Beginning with the first line, please return the entries exactly through the line that contains "Digitize the connectivity", and leave out all later lines.
(Data for analysis begins)
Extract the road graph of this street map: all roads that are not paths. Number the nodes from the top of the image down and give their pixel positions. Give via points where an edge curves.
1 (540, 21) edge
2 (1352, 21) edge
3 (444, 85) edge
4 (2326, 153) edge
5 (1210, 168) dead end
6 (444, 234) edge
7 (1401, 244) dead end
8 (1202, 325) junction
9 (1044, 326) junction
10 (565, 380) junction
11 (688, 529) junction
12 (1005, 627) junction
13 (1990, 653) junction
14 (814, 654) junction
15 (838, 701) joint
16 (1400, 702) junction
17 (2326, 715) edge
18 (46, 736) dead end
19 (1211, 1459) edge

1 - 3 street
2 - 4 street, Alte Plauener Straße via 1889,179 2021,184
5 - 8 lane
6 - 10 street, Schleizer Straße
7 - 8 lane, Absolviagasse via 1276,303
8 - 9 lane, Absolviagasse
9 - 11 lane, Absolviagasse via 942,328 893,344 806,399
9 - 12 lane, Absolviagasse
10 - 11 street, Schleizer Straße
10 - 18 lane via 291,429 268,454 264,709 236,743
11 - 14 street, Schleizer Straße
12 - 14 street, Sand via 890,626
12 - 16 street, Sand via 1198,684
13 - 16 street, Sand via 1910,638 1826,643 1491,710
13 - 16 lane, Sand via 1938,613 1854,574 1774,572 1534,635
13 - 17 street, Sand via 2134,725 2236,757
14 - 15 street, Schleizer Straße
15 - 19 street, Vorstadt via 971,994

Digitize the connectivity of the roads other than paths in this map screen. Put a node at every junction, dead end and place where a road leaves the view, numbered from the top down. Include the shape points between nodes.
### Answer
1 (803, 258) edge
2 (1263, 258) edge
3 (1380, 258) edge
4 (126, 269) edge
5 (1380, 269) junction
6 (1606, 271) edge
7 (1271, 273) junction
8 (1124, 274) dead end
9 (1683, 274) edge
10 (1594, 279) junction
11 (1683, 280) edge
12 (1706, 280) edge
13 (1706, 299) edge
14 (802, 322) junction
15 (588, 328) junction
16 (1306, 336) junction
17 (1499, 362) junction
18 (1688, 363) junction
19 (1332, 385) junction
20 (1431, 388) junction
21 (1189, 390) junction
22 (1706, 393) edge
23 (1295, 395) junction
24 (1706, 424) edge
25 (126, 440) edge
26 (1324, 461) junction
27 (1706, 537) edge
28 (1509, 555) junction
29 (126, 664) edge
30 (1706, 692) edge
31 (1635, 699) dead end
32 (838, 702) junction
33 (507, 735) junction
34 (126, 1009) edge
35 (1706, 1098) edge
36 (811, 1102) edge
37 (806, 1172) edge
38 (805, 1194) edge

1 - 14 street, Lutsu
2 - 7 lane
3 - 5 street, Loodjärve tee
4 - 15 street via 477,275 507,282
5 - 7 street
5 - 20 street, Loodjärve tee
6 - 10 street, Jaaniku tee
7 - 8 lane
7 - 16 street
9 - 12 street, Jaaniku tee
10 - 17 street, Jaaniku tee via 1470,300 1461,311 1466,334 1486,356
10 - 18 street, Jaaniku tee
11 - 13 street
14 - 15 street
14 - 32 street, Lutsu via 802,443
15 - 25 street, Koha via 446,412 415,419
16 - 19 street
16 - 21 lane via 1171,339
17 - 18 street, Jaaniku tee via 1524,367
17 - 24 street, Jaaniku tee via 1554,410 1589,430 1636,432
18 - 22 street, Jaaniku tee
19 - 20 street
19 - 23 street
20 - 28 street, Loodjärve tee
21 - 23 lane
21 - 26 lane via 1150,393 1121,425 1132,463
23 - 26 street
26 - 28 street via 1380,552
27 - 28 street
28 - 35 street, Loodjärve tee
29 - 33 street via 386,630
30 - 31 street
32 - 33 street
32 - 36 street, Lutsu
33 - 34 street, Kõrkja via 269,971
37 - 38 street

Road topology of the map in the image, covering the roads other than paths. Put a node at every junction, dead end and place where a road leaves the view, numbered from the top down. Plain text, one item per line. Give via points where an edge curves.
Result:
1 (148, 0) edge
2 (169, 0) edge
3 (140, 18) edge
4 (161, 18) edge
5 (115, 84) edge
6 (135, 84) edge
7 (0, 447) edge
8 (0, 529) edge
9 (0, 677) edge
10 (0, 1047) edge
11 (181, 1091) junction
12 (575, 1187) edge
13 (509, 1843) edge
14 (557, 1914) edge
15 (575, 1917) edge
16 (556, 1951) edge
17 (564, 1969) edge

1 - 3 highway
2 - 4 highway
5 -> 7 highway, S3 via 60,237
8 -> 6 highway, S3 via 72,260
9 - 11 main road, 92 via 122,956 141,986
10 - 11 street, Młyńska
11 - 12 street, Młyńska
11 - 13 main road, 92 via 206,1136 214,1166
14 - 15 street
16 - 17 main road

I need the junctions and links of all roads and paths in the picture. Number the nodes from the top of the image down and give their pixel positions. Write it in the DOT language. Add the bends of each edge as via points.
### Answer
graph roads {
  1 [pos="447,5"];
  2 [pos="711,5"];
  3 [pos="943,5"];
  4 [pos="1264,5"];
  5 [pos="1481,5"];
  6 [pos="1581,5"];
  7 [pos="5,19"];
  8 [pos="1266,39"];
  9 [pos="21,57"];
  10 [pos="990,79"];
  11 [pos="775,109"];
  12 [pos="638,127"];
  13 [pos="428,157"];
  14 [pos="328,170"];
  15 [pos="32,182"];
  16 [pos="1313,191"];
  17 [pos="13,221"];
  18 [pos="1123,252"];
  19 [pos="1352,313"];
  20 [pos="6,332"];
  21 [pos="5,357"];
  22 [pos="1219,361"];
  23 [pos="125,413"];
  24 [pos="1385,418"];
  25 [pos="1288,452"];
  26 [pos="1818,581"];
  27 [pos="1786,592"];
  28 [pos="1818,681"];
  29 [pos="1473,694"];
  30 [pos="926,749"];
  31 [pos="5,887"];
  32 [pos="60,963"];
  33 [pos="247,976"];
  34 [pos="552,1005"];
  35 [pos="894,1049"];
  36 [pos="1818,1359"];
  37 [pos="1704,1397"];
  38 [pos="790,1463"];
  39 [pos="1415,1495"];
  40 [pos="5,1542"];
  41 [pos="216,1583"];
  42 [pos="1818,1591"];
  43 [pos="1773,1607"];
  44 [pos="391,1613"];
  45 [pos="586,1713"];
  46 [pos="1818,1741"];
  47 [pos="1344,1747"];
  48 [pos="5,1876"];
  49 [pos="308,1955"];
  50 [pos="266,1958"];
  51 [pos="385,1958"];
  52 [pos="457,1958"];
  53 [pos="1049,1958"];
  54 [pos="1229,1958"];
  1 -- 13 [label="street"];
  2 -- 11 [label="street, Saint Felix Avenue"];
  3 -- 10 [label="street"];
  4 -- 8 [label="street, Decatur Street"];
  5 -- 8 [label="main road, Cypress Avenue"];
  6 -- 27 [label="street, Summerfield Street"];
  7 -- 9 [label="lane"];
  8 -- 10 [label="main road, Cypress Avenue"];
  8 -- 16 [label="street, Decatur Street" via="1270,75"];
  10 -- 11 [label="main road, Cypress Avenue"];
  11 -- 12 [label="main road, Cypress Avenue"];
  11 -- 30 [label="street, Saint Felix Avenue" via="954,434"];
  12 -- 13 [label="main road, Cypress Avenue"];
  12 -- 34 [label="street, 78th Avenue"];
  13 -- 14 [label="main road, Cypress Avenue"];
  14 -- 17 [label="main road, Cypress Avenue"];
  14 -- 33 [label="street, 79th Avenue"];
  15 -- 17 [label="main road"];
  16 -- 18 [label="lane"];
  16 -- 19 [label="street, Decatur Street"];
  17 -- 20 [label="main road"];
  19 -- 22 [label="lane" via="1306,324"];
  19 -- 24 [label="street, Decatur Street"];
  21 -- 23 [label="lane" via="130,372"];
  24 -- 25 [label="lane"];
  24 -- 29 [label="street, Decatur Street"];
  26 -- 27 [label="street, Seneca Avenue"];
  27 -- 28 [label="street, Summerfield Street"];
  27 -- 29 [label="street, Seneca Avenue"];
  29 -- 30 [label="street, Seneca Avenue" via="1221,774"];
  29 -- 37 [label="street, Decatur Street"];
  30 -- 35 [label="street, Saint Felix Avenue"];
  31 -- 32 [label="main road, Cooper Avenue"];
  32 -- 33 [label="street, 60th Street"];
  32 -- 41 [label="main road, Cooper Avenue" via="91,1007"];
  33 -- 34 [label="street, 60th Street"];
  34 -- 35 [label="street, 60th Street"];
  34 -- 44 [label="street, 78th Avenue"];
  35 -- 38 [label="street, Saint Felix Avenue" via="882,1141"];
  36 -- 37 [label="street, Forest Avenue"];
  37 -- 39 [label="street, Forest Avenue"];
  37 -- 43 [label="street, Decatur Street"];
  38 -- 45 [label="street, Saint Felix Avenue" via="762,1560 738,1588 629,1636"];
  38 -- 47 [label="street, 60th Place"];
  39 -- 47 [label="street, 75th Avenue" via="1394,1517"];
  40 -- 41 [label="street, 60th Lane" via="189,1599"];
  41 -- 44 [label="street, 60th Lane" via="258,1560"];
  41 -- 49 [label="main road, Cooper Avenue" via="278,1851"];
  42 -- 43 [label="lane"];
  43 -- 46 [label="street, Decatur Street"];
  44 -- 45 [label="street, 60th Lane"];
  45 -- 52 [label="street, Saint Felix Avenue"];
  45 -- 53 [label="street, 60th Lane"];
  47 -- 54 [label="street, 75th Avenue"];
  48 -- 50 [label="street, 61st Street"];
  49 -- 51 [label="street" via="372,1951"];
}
(Data for analysis ends)
→ Answer box:
Extract the road graph of this street map: all roads that are not paths. Number the nodes from the top of the image down and give their pixel positions. Give via points where an edge curves.
1 (540, 21) edge
2 (1352, 21) edge
3 (444, 85) edge
4 (2326, 153) edge
5 (1210, 168) dead end
6 (444, 234) edge
7 (1401, 244) dead end
8 (1202, 325) junction
9 (1044, 326) junction
10 (565, 380) junction
11 (688, 529) junction
12 (1005, 627) junction
13 (1990, 653) junction
14 (814, 654) junction
15 (838, 701) joint
16 (1400, 702) junction
17 (2326, 715) edge
18 (46, 736) dead end
19 (1211, 1459) edge

1 - 3 street
2 - 4 street, Alte Plauener Straße via 1889,179 2021,184
5 - 8 lane
6 - 10 street, Schleizer Straße
7 - 8 lane, Absolviagasse via 1276,303
8 - 9 lane, Absolviagasse
9 - 11 lane, Absolviagasse via 942,328 893,344 806,399
9 - 12 lane, Absolviagasse
10 - 11 street, Schleizer Straße
10 - 18 lane via 291,429 268,454 264,709 236,743
11 - 14 street, Schleizer Straße
12 - 14 street, Sand via 890,626
12 - 16 street, Sand via 1198,684
13 - 16 street, Sand via 1910,638 1826,643 1491,710
13 - 16 lane, Sand via 1938,613 1854,574 1774,572 1534,635
13 - 17 street, Sand via 2134,725 2236,757
14 - 15 street, Schleizer Straße
15 - 19 street, Vorstadt via 971,994

Digitize the connectivity of the roads other than paths in this map screen. Put a node at every junction, dead end and place where a road leaves the view, numbered from the top down. Include the shape points between nodes.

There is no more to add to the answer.